Погулять двадцать минут с собаками, размышляя о сюжетных линиях, или сказать себе, что гулять некогда, а потом позвонить сестре и пожаловаться, что я живу не своей жизнью?
Отдать всю драму бумаге или же отдаться ей, чтобы она помешала мне писать?
Один из моих любимых фильмов – «Двадцатый век»[13]. Джон Бэрримор там играет безжалостного театрального импресарио. И всякий раз, когда кто-нибудь переходит ему дорогу, Бэрримор шипит: «Вот крысеныш… Захлопну железную дверь».
Когда железная дверь захлопнута, человек или задача перестают для него существовать. Остается исключительно задача театральной постановки, над которой он в ту минуту размышлял. Другими словами, он безжалостный и сознательный эгоист.

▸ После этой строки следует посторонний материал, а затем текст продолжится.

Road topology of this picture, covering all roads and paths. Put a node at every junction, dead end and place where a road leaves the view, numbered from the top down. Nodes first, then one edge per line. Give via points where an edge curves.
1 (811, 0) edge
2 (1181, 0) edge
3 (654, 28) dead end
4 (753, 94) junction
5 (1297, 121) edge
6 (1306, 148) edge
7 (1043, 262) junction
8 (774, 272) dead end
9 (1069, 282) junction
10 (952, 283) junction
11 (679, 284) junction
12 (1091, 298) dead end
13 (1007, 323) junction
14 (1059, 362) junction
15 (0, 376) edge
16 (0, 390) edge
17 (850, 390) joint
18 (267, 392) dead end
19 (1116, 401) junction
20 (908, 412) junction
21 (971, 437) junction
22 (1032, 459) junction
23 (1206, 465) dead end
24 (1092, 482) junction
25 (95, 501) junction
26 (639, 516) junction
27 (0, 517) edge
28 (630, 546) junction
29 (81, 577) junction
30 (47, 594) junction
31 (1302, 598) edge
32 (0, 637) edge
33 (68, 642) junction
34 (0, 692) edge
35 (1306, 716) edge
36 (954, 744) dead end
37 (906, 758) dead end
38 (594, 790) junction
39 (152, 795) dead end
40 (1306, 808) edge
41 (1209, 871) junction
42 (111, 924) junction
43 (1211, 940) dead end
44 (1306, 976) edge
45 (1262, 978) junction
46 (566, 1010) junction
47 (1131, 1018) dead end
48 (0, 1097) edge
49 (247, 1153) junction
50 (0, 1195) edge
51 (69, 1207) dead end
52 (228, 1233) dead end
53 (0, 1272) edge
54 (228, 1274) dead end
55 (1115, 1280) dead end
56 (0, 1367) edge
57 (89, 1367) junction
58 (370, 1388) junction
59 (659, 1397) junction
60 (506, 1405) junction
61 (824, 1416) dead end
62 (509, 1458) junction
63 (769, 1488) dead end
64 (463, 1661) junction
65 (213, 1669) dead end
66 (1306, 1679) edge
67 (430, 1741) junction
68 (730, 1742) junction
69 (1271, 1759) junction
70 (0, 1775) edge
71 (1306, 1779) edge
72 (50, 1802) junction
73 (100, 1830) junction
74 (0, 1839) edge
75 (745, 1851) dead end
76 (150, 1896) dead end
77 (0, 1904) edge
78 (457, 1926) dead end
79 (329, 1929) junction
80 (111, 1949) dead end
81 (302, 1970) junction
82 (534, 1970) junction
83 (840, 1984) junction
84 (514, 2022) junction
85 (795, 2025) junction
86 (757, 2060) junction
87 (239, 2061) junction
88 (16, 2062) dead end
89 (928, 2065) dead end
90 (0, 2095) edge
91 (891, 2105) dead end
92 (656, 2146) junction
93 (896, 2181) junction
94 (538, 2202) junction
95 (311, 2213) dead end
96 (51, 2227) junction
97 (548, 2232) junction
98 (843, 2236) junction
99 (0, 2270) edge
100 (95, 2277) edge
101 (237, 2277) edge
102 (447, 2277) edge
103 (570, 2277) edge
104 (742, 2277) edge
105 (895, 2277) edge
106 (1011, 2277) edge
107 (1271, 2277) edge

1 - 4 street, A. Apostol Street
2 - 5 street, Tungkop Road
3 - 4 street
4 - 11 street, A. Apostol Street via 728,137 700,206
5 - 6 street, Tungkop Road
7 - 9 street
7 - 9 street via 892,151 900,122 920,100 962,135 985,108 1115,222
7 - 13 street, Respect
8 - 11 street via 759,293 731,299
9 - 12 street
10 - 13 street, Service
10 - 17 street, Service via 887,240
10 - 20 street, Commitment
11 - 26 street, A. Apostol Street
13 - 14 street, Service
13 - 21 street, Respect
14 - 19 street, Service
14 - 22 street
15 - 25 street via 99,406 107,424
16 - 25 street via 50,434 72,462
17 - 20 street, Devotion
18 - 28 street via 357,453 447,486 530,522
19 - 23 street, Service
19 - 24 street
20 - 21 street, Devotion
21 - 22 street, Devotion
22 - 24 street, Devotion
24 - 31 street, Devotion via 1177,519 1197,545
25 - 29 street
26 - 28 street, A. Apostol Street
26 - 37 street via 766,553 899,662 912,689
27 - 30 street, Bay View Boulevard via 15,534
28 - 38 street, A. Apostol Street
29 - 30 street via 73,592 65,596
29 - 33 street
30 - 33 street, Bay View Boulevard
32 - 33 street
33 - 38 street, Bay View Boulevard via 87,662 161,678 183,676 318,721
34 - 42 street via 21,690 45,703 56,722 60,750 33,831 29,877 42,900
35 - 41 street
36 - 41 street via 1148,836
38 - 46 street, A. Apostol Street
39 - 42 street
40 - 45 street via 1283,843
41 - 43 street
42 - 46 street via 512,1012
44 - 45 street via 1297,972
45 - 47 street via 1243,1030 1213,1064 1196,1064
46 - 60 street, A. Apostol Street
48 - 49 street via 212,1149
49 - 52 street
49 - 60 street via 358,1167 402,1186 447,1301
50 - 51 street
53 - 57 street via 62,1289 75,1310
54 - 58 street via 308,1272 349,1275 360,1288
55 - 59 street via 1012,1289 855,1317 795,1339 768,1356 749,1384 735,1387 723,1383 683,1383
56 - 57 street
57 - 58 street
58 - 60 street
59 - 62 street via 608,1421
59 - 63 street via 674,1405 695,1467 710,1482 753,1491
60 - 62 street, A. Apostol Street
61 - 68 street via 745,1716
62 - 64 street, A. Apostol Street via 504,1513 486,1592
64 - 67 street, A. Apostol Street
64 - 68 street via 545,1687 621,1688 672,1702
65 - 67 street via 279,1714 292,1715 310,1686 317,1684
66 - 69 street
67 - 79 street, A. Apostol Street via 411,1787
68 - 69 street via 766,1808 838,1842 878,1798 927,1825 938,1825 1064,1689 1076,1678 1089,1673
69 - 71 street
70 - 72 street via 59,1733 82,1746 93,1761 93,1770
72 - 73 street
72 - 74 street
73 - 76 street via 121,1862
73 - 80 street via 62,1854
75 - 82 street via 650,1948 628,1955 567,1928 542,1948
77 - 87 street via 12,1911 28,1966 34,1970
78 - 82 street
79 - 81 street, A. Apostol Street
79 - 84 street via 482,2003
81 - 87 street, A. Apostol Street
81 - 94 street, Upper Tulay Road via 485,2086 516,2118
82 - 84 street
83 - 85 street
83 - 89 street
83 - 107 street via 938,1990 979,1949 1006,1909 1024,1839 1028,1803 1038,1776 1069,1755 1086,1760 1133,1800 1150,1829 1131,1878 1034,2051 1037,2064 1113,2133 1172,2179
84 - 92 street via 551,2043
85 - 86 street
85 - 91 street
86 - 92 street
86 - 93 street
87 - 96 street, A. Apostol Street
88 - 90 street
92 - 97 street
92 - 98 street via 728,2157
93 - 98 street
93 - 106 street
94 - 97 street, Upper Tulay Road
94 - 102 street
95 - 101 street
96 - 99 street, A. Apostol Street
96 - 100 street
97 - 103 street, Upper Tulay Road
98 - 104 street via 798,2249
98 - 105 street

То же самое можно сказать и про мое правило оставлять драму бумаге. Это практика творческой самодостаточности, благодаря которой роскошь отдельной комнаты становится вопросом удобства, но не необходимости.
– У нее сорок восемь часов, чтобы извиниться передо мной, а не то…
– Уверена, все наладится. Вы взрослые люди.
– Он нет!
– Она нет!
– Хм. Мне пора писать.
И на этом я отправляюсь на встречу с чистой страницей. Я захлопываю железную дверь. Отказываюсь вмешиваться в чужие выяснения отношений, если только это не служит моим личным целям. Я делаю, что говорю: спихнули на меня драму – и ее, и вас перенесу на бумагу.
Способ приобщения
Драма в жизни нередко мешает нам запечатлевать драму на бумаге. Иногда она случается, и мы теряемся в собственном эмоциональном ландшафте. Когда это происходит, необходимо наладить связь со своими эмоциями – с помощью строк. Сформулировать, какой была наша жизнь до, во время и после. Этот метод – личное противоядие от чрезмерной драмы.
Засеките полчаса. Сядьте поудобнее. Пронумеруйте строки от первой до сотой. Теперь запишите сто предметов и действий, которые вы лично любите. Например:
1. Малина
2. Пионы
3. Нью-Йоркская пицца
4. Запах сосны
5. Кружевные подушки
6. Поэзия Руми
7. Грузовики «Мак»
8. Лаймовый пирог
9. Мария Каллас
10. Ревень
11. «Аве Мария» Шуберта
12. «Мессия» Генделя
13. Эммилу Харрис[14]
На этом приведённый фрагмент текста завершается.